On Hurst exponent estimation under heavy-tailed distributions

TL;DR

This study evaluates how different Hurst exponent estimation methods perform under heavy-tailed distributions, finding GHE to be the most robust and least biased, and applies this to analyze intraday market behavior over decades.

Contribution

It introduces a comprehensive comparison of Hurst exponent estimation methods under heavy tails and proposes a novel intraday time-dependent Hurst analysis for financial data.

Findings

GHE has lowest bias and variance across heavy tails

R/S and GHE are robust to heavy tails

Market behavior changed significantly over the studied period

Abstract

In this paper, we show how the sampling properties of the Hurst exponent methods of estimation change with the presence of heavy tails.

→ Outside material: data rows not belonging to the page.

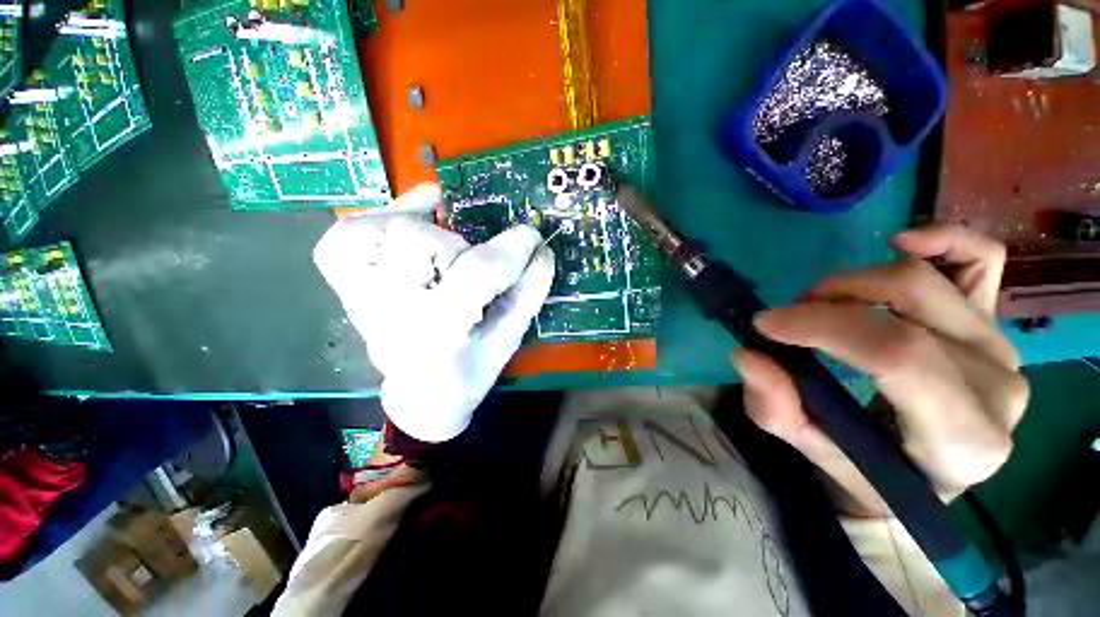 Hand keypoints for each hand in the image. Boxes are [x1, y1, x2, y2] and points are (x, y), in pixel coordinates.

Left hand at [314, 183, 555, 441]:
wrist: (420, 395)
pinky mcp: (345, 284)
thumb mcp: (509, 340)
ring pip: (382, 230)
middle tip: (472, 266)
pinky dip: (381, 217)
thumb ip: (529, 294)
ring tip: (444, 248)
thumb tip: (540, 250)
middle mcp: (390, 311)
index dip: (511, 247)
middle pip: (417, 241)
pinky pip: (348, 234)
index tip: (531, 235)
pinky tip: (409, 220)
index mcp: (440, 333)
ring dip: (422, 229)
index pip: (476, 272)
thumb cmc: (469, 372)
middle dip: (459, 247)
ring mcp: (359, 295)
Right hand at [732, 224, 1028, 516]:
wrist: (924, 470)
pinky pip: (982, 261)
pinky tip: (901, 242)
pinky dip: (943, 240)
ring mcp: (1002, 349)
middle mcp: (997, 388)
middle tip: (788, 319)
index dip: (823, 327)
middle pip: (908, 309)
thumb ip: (778, 409)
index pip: (897, 356)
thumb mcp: (812, 449)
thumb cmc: (869, 468)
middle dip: (828, 304)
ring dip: (854, 283)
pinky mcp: (995, 323)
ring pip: (926, 281)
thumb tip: (747, 355)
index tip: (766, 324)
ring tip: (821, 303)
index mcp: (962, 440)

We run extensive Monte Carlo simulations to find out how rescaled range analysis (R/S), multifractal detrended fluctuation analysis (MF-DFA), detrending moving average (DMA) and generalized Hurst exponent approach (GHE) estimate Hurst exponent on independent series with different heavy tails. For this purpose, we generate independent random series from stable distribution with stability exponent {\alpha} changing from 1.1 (heaviest tails) to 2 (Gaussian normal distribution) and we estimate the Hurst exponent using the different methods. R/S and GHE prove to be robust to heavy tails in the underlying process. GHE provides the lowest variance and bias in comparison to the other methods regardless the presence of heavy tails in data and sample size. Utilizing this result, we apply a novel approach of the intraday time-dependent Hurst exponent and we estimate the Hurst exponent on high frequency data for each trading day separately. We obtain Hurst exponents for S&P500 index for the period beginning with year 1983 and ending by November 2009 and we discuss the surprising result which uncovers how the market's behavior changed over this long period.